19. It is also relevant to note that subsequent to the period in question, the Legislature of National Capital Territory of Delhi passed an Act called Delhi Tibbia College (Takeover) Act, 1997. By virtue of Section of this 1997 Act, on and from the appointed day, the Management of the College stood transferred to and vested absolutely in the Lt. Governor of National Capital Territory of Delhi. The constitutionality of this Act was called in question in Mahboob Alam Khan v. UOI and Ors. (CW 57 6/2002) before this Court. By a judgment and order dated 16.9.2002 a Division Bench of this Court upheld the validity of the 1997 Act. The Division Bench with reference to Section of the 1997 Act and to the 1952 Act had this to say:-
" The charging section contained in Section states that the management of the college shall stand transferred to vest in the Delhi Government. By reason of Section of the said Act, Therefore, the right title interest of the society in respect of movable an immovable properties has not vested in the State. In other words, it will be a repetition to state that what is vested therein in the management of the college which hitherto before was announced the statutory power constituted under 1952Act. The said Act, Therefore, is not Act by reason whereof and the immovable properties of the society had been acquired."
x x x x x x x x x x xx x x x x x x x x x xx x x x x x x x x x xx
"However, having regard to the fact that provisions of the said statute for all intent and purport is merely an extension of 1952 Act by reason whereof the management of the college vests in the Central Government which had since remain vested in a statutory Board, we are of the opinion that the nature of the enactment has not been changed."
It is also interesting to note that in the case before the Division Bench the contention of the learned counsel appearing on behalf of the respondents therein and the petitioners herein was as under:-
"Ms. Avinash Ahlawat, learned counsel for the respondent on the other hand, would contend that the said act has been enacted only for the purpose of taking over the management of the college and not for any other purpose."
20. From the aforesaid observations of the Supreme Court and the Division Bench decision of this Court, it is clear that neither the 1952 Act nor the 1997 Act transferred any ownership of the properties of the Board to the Central Government.

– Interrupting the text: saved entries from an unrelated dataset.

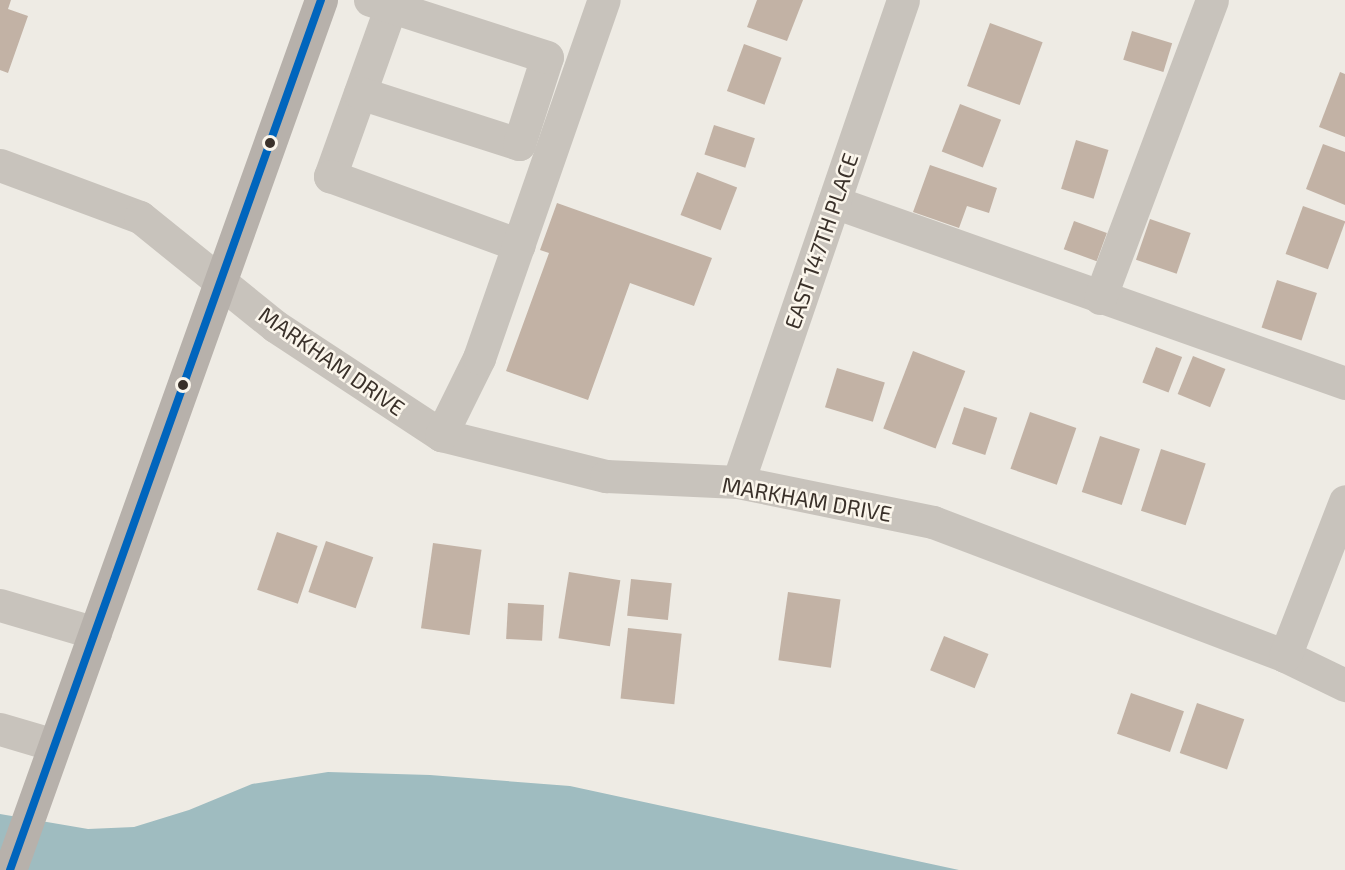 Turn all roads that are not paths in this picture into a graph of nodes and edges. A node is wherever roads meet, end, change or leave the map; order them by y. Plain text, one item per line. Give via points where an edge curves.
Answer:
1 (321, 0) edge
2 (604, 0) edge
3 (903, 0) edge
4 (1212, 0) edge
5 (380, 3) edge
6 (360, 93) junction
7 (0, 165) edge
8 (834, 202) junction
9 (519, 245) junction
10 (220, 278) junction
11 (1100, 298) junction
12 (1345, 383) edge
13 (441, 435) junction
14 (738, 482) junction
15 (1345, 501) edge
16 (0, 605) edge
17 (95, 633) junction
18 (1285, 656) junction
19 (1345, 685) edge
20 (0, 729) edge
21 (49, 759) junction
22 (10, 870) edge

1 - 10 main road
2 - 9 street
3 - 8 street, EAST 147TH PLACE
4 - 11 street
5 - 6 street
5 - 6 street via 547,57 519,144
6 - 9 street via 330,176
7 - 10 street, MARKHAM DRIVE via 141,217
8 - 11 street
8 - 14 street, EAST 147TH PLACE
9 - 13 street via 479,358
10 - 13 street, MARKHAM DRIVE via 276,326
10 - 17 main road
11 - 12 street
13 - 14 street, MARKHAM DRIVE via 606,476
14 - 18 street, MARKHAM DRIVE via 933,522
15 - 18 street
16 - 17 street
17 - 21 main road
18 - 19 street, MARKHAM DRIVE
20 - 21 street
21 - 22 main road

Therefore, when substantively the 1952 Act did not provide for a transfer of ownership in favor of the Central Government, a temporary transitory provision cannot be construed as conveying/transferring property from the Board to the Central Government during the period of supersession. That being the case, it is clear that the premises in question did not fall within the definition of public premises as applicable at the relevant time and, Therefore, the entire proceedings under the provisions of the P.P. Act were without jurisdiction. The orders passed by the learned Additional District Judge in all the matters have to be upheld and the writ petitions are, accordingly, dismissed. There shall be no order as to costs.